*** Opening of Information given ***

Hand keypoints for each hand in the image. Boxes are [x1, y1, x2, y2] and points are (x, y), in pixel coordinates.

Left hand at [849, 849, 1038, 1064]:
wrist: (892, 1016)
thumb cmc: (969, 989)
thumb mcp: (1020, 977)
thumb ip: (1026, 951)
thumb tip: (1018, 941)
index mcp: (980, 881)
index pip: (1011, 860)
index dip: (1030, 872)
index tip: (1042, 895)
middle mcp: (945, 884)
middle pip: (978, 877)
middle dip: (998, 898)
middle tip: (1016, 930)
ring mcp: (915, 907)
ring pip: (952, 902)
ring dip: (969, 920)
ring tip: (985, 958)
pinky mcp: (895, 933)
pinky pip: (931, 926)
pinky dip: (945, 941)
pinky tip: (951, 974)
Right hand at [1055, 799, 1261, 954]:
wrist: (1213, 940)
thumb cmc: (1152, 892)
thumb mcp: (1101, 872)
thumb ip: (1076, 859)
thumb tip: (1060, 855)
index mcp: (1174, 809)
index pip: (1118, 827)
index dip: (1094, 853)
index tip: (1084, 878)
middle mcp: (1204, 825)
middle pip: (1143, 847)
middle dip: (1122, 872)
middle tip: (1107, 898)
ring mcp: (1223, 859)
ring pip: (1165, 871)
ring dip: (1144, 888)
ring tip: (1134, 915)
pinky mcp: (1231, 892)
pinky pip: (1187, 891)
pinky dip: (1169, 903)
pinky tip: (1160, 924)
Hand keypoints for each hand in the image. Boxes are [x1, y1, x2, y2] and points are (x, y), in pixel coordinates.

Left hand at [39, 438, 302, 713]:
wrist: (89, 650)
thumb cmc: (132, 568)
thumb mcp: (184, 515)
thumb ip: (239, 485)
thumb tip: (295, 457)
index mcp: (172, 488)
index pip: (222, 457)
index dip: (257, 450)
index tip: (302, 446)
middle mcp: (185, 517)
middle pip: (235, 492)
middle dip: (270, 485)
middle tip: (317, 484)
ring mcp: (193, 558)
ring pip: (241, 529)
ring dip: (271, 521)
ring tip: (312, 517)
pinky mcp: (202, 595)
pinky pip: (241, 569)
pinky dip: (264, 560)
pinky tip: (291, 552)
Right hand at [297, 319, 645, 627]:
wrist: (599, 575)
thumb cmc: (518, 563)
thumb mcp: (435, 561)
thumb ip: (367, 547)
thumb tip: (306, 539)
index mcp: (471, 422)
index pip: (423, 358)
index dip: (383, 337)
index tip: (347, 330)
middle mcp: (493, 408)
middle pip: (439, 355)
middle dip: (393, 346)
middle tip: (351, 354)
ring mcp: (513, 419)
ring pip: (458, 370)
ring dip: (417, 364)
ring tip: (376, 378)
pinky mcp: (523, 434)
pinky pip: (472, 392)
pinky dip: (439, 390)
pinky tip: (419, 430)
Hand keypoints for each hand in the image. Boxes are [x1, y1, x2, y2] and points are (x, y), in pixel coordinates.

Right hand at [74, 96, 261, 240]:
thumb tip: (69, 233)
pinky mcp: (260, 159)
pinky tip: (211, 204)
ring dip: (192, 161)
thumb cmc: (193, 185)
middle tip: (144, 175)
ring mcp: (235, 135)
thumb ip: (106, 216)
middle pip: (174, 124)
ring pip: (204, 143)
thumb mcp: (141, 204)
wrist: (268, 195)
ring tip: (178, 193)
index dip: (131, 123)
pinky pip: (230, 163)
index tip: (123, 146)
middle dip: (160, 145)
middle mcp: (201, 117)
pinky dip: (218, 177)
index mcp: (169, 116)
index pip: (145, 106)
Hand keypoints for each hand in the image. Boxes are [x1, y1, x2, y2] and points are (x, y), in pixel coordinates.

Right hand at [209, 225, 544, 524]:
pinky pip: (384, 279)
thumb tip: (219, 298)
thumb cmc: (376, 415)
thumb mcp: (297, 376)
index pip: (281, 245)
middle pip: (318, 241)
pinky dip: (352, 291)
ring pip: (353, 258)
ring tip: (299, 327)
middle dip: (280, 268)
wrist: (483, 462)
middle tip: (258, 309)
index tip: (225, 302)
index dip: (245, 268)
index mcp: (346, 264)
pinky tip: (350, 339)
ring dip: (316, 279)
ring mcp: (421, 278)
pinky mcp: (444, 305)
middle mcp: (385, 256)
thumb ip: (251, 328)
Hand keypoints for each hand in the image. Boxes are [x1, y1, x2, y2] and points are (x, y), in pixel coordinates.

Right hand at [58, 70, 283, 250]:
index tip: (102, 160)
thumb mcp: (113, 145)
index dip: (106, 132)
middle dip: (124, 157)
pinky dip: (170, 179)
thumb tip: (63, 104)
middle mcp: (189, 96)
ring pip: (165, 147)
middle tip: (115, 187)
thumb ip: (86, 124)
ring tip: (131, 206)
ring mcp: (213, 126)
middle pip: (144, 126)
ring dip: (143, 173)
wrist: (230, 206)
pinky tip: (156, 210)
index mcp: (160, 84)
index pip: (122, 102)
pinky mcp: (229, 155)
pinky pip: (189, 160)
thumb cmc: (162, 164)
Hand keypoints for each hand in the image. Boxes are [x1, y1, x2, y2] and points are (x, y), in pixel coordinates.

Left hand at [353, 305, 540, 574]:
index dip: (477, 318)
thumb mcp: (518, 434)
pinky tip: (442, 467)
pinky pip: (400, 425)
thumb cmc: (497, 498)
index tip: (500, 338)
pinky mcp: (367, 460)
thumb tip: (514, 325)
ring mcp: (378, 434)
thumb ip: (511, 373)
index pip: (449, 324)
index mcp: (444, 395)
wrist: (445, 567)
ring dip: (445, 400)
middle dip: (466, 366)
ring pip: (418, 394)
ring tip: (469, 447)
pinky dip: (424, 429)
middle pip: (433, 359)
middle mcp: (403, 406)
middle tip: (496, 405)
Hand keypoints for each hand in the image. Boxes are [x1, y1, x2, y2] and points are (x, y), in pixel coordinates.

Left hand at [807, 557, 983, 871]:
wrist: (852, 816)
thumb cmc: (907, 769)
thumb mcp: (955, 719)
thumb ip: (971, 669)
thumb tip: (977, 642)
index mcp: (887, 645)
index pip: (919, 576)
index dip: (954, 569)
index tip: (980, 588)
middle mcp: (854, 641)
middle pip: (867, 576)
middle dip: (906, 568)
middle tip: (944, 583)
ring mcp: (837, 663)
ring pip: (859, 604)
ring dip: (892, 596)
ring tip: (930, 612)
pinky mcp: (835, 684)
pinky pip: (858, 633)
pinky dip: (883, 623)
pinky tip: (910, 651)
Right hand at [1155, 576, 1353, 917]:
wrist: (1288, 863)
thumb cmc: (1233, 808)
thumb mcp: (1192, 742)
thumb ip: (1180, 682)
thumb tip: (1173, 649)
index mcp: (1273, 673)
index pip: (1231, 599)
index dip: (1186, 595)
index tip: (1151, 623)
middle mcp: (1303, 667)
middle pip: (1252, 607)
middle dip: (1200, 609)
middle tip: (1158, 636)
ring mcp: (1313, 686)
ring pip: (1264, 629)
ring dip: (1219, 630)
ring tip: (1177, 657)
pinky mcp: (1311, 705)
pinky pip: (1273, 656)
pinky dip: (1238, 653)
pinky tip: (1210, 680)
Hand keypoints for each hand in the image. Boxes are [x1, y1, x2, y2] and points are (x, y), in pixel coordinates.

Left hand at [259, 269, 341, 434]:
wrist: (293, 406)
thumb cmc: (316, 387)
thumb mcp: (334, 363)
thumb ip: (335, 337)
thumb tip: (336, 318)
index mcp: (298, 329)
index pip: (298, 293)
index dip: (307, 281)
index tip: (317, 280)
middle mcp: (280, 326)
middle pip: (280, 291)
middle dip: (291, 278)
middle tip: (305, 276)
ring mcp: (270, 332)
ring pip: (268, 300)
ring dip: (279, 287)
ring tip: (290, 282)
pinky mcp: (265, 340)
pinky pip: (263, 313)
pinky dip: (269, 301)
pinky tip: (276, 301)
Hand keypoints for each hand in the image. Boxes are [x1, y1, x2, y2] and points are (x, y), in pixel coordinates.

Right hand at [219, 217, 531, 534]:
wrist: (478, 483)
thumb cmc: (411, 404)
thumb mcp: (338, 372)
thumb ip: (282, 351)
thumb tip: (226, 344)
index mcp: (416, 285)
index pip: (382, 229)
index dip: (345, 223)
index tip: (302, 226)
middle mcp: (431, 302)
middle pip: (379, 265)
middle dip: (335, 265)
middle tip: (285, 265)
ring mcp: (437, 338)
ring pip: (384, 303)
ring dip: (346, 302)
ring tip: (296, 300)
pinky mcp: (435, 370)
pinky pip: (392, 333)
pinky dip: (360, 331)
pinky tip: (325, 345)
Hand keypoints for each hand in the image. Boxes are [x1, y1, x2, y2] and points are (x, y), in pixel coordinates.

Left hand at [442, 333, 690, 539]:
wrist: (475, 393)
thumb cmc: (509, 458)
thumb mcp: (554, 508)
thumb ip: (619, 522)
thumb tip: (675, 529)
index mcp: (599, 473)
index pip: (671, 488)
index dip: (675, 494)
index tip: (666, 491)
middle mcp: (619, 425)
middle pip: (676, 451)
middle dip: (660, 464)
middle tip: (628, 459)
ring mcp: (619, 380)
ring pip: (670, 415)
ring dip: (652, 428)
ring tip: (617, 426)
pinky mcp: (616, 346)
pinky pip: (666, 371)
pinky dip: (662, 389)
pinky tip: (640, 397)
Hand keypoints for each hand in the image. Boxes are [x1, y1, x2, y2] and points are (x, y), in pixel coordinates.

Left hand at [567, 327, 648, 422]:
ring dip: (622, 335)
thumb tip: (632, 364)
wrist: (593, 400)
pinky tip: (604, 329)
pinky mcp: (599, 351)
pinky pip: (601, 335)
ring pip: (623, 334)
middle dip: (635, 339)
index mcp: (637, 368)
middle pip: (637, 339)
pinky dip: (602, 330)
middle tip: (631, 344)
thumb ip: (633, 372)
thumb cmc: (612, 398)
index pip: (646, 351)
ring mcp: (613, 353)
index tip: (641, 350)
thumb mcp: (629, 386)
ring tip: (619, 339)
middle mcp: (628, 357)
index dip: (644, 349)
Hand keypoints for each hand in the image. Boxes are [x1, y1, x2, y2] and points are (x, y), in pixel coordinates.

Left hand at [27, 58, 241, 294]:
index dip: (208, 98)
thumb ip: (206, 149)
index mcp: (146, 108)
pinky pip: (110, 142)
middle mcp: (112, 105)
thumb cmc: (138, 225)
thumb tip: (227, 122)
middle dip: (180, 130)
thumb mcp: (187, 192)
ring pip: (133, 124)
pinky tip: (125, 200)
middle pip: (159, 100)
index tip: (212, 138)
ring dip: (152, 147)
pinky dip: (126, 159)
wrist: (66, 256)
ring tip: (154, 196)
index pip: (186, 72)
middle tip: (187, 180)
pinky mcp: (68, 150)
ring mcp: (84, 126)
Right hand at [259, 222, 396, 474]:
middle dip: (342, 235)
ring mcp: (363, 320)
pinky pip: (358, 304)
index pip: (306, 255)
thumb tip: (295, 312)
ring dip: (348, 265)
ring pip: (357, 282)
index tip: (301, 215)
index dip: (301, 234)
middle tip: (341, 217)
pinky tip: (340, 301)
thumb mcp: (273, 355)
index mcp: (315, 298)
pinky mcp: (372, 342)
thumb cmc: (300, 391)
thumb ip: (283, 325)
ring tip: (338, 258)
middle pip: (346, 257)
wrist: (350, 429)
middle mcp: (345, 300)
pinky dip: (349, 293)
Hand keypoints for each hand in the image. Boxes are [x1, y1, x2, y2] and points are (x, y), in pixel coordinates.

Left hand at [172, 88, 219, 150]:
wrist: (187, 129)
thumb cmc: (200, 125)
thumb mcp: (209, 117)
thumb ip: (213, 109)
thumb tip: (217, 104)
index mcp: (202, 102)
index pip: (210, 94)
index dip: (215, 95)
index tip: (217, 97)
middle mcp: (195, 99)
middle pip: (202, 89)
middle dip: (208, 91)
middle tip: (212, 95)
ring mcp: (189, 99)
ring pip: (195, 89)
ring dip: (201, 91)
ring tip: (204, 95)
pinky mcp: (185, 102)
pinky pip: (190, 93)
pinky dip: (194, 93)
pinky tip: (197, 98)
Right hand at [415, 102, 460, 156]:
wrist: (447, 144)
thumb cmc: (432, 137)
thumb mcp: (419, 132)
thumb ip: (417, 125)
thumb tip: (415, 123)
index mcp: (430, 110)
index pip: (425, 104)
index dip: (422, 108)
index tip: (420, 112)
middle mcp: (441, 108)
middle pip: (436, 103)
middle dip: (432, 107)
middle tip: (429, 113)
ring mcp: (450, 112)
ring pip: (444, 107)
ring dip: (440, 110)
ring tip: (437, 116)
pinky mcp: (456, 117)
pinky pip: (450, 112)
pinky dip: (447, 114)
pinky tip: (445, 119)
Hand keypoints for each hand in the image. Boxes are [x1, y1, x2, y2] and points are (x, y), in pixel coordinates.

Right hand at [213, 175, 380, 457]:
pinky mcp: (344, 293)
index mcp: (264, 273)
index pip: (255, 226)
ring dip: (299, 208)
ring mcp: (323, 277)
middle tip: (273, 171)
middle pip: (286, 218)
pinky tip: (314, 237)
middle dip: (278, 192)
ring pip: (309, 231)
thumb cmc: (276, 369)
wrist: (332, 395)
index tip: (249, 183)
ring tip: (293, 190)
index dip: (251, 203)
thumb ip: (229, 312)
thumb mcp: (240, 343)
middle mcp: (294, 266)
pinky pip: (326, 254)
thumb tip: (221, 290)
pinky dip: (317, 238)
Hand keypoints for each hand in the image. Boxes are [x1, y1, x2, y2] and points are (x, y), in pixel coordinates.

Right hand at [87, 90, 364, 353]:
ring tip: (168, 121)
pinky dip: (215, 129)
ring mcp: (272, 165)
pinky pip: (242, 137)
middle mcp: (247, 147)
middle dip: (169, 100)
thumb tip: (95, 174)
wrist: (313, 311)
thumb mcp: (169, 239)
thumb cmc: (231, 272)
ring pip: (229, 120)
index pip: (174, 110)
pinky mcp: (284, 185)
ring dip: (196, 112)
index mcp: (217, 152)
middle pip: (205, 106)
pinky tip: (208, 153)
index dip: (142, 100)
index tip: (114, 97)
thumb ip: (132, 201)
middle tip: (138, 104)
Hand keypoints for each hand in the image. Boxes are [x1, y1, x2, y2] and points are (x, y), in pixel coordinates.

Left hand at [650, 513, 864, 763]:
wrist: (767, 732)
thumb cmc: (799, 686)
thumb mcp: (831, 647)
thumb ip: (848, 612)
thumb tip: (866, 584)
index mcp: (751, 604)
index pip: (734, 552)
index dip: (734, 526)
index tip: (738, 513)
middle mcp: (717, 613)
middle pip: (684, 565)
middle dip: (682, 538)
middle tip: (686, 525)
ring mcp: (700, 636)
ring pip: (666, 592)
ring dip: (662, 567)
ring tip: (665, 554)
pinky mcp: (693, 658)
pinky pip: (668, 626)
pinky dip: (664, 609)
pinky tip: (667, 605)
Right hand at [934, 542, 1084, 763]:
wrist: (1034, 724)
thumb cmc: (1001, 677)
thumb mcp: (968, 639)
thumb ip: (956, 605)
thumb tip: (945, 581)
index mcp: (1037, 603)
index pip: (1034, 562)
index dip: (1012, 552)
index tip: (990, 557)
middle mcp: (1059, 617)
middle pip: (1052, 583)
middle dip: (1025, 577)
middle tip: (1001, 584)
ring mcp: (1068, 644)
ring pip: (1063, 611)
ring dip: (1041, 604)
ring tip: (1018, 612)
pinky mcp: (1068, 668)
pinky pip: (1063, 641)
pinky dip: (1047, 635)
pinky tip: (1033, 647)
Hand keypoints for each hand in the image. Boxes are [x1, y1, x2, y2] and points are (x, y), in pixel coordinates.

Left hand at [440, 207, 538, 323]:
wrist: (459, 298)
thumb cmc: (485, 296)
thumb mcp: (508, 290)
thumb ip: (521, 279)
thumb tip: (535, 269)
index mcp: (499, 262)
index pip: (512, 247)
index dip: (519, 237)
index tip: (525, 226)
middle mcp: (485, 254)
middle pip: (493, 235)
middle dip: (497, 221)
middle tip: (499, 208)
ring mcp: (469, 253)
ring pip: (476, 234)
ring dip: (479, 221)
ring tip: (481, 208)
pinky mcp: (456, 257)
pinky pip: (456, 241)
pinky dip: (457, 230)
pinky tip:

*** Close of Information given ***

● Task statement: The reply should consist solely of the lines above from the one that has "ring dip: (652, 428)" through the one that has "thumb ip: (206, 149)", reproduced exactly.

● Response to this exercise:
ring dip: (652, 428)
ring tip: (617, 426)
pinky mcp: (616, 346)
pinky pip: (666, 371)
pinky dip: (662, 389)
pinky tip: (640, 397)
Hand keypoints for each hand in the image. Boxes are [x1, y1, x2, y2] and points are (x, y), in pixel coordinates.

Left hand at [567, 327, 648, 422]:
ring dip: (622, 335)
thumb tip: (632, 364)
wrist: (593, 400)
pinky tip: (604, 329)
pinky mcp: (599, 351)
pinky pip: (601, 335)
ring pip: (623, 334)
middle dip: (635, 339)
index mcp: (637, 368)
middle pip: (637, 339)
pinky dip: (602, 330)
middle tip: (631, 344)
thumb ip: (633, 372)
thumb cmc: (612, 398)
index pip: (646, 351)
ring mcp: (613, 353)
index tip: (641, 350)
thumb mcp: (629, 386)
ring tip: (619, 339)
middle mcp: (628, 357)
index dip: (644, 349)
Hand keypoints for each hand in the image. Boxes are [x1, y1, x2, y2] and points are (x, y), in pixel coordinates.

Left hand at [27, 58, 241, 294]:
index dip: (208, 98)
thumb ip: (206, 149)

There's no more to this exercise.